1. Narrowly Utilitarian: Humans derive direct economic benefits from biodiversity, including food, firewood, medicine, and industrial products. Around 25% of modern pharmaceuticals come from plants. Exploring the genetic and molecular diversity of plants and animals offers potential economic gains, a practice known as bioprospecting.
2. Broadly Utilitarian: Biodiversity plays a significant role in ecosystem services, such as pollination, oxygen production, climate moderation, and pest control. The Amazon rainforest, for instance, contributes 20% of the world’s oxygen.
3. Ethical Reasons: Humans have a moral responsibility to protect other species. Every species, regardless of its economic value, has an intrinsic right to exist.

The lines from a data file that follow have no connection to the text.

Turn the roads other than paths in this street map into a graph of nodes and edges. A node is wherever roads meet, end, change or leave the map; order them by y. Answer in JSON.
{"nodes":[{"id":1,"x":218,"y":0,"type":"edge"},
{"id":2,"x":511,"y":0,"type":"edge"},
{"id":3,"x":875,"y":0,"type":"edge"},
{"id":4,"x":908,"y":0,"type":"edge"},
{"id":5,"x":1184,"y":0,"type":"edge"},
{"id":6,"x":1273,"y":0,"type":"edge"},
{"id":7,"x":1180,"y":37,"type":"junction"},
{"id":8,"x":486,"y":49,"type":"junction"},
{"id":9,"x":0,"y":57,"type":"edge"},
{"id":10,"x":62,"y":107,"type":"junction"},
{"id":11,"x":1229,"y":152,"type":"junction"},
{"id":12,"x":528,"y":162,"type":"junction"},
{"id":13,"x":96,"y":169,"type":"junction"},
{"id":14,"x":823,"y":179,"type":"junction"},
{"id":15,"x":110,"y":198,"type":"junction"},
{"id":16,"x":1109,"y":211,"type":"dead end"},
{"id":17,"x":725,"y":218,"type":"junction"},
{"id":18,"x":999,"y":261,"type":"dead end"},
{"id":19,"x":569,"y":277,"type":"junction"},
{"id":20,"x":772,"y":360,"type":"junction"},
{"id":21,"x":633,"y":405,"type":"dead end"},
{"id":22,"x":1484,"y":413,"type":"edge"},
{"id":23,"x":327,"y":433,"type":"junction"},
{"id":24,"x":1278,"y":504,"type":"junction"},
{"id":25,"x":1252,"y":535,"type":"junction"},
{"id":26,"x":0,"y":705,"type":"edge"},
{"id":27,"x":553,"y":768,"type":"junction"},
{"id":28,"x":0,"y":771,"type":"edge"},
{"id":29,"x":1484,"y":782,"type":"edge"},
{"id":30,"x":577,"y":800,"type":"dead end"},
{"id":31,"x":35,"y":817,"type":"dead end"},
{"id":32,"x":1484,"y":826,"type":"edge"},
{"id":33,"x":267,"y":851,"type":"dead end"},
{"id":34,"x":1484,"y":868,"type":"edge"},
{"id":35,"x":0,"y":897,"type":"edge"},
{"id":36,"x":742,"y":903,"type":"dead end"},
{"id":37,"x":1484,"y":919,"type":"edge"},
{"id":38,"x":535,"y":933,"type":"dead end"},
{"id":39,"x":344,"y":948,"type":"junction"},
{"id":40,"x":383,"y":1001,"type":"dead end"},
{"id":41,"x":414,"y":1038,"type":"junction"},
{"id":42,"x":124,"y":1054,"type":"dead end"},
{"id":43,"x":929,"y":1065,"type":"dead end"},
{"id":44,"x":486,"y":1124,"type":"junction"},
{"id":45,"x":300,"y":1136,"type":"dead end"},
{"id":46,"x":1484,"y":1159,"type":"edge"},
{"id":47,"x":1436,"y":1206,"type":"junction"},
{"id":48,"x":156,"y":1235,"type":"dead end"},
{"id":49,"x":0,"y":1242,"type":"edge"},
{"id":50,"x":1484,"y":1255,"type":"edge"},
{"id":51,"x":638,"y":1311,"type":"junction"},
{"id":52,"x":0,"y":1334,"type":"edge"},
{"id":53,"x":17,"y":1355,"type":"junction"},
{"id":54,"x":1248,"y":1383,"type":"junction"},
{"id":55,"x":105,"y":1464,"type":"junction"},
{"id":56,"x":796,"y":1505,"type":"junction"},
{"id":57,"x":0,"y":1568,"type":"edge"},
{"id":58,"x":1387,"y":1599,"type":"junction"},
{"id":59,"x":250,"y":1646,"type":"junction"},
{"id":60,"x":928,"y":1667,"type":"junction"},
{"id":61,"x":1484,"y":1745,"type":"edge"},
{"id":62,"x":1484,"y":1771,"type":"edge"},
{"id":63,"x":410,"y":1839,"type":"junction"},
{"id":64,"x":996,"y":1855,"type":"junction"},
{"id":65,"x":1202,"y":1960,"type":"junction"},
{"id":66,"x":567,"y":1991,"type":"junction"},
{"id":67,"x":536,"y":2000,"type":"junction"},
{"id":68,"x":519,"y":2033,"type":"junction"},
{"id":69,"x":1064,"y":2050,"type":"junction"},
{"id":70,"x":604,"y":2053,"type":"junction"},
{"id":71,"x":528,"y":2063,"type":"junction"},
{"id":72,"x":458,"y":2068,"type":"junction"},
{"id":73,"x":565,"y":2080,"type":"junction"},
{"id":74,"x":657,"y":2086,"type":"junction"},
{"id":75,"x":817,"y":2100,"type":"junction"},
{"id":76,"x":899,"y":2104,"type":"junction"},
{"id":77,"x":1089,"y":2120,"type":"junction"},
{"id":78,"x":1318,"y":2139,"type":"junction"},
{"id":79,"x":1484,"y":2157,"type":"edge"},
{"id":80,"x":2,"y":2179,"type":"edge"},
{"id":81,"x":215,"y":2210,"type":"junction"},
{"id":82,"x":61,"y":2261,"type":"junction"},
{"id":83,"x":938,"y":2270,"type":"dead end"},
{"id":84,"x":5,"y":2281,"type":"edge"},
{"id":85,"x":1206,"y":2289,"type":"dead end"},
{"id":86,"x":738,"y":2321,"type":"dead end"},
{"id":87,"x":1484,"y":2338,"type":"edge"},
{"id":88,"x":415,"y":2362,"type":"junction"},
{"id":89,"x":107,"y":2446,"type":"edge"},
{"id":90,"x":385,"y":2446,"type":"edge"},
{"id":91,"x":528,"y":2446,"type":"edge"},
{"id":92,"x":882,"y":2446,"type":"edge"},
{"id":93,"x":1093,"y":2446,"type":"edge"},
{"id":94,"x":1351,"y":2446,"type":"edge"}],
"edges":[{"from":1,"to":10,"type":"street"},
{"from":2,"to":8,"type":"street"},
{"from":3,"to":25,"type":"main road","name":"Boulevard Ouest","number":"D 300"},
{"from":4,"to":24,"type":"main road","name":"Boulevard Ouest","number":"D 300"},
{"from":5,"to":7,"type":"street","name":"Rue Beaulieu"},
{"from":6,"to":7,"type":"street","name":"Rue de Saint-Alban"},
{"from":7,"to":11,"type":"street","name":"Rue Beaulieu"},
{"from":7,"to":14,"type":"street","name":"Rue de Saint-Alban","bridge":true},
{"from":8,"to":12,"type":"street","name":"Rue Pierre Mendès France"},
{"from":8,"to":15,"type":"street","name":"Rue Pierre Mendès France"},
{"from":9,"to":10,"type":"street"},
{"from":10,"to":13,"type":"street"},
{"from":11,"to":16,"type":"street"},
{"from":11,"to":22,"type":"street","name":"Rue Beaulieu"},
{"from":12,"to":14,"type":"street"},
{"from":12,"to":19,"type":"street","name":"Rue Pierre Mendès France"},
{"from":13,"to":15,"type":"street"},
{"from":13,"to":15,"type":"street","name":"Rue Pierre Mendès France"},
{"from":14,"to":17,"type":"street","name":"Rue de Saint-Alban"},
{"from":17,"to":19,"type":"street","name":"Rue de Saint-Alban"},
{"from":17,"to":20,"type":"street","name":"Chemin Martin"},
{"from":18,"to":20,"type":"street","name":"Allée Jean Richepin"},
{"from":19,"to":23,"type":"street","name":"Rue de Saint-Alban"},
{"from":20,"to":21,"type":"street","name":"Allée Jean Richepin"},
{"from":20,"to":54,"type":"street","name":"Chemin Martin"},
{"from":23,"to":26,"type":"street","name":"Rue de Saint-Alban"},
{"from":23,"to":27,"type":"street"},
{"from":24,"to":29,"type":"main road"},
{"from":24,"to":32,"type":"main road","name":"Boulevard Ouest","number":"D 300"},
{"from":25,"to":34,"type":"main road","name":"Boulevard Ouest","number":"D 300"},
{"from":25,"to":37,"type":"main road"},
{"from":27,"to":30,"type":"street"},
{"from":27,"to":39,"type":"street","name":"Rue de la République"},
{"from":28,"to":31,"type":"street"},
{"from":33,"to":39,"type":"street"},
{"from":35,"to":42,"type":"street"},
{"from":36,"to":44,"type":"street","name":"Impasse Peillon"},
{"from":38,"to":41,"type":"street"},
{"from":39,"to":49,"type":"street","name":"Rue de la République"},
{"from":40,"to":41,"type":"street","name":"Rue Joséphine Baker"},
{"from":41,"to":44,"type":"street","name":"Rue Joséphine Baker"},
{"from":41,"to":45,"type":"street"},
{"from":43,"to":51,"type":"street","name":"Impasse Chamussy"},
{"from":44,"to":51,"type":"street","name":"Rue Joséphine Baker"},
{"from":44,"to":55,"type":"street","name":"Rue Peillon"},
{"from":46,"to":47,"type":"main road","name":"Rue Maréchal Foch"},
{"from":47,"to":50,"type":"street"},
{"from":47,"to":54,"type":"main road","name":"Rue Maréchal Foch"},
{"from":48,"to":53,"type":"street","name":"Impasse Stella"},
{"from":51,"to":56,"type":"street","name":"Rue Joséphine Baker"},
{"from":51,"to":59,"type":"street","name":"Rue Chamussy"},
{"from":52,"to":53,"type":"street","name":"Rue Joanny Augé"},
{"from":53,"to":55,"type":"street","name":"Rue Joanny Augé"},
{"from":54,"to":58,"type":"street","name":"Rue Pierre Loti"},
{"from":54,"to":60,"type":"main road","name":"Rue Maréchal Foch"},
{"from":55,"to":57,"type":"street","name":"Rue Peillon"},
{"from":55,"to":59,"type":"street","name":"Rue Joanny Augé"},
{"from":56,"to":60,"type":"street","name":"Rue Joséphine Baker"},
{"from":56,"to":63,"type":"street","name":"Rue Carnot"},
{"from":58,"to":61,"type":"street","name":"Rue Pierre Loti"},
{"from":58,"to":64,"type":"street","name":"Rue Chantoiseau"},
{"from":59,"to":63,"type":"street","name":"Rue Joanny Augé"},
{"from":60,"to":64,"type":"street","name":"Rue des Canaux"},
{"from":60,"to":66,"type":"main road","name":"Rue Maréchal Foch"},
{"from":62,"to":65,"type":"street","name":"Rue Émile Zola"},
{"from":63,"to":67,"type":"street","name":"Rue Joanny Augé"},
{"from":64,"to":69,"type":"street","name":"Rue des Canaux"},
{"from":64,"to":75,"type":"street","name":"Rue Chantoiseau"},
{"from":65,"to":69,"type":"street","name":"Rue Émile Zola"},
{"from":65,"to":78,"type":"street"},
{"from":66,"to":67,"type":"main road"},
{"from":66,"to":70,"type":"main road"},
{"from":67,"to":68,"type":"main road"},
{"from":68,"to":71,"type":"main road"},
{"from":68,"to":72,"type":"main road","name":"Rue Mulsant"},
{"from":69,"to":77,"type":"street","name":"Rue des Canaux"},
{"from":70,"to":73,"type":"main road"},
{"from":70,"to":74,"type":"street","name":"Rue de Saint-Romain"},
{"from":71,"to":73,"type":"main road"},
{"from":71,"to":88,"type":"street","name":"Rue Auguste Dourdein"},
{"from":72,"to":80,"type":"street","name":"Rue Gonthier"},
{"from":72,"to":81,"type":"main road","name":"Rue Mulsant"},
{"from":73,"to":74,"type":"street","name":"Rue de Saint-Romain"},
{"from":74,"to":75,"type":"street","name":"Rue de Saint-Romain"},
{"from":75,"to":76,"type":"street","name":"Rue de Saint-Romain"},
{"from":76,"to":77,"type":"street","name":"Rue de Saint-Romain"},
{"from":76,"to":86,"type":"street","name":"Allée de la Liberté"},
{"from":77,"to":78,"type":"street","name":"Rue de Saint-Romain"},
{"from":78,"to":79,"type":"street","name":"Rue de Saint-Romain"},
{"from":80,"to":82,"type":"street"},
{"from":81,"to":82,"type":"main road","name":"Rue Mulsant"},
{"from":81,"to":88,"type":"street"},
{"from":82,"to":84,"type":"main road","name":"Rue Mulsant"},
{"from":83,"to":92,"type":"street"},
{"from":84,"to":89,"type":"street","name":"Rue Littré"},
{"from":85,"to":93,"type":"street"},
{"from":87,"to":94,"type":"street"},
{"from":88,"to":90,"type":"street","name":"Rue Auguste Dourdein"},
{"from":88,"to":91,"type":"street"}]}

Important Note: Biodiversity conservation efforts aim to protect species at genetic, species, and ecosystem levels. Ensuring the survival of one species often requires safeguarding its entire habitat.

In Situ and Ex Situ Conservation

Conservation efforts can be divided into two approaches: in situ and ex situ.

1. In Situ Conservation: This approach focuses on protecting species in their natural habitats. Protecting an entire ecosystem, like a forest, ensures the survival of all the species within it. Biodiversity hotspots—regions with high species richness and endemism—are prioritized. Globally, 34 hotspots have been identified, including Western Ghats, Sri Lanka, and Himalaya in India. Though these areas cover less than 2% of the Earth’s land surface, they harbor 30% of all species. In India, 14 biosphere reserves, 90 national parks, and 448 wildlife sanctuaries have been established for conservation.
2. Ex Situ Conservation: When species face imminent extinction, they are conserved in controlled environments like zoological parks, botanical gardens, and seed banks. Advanced techniques like cryopreservation and in vitro fertilization help preserve species at risk of extinction.

MCQ: Which conservation method focuses on protecting species in their natural habitat?

Answer: In situ conservation.

In conclusion, biodiversity is vital for the health of ecosystems and the survival of humanity. Conserving biodiversity at all levels is essential, and both in situ and ex situ methods are necessary to protect the world’s natural heritage.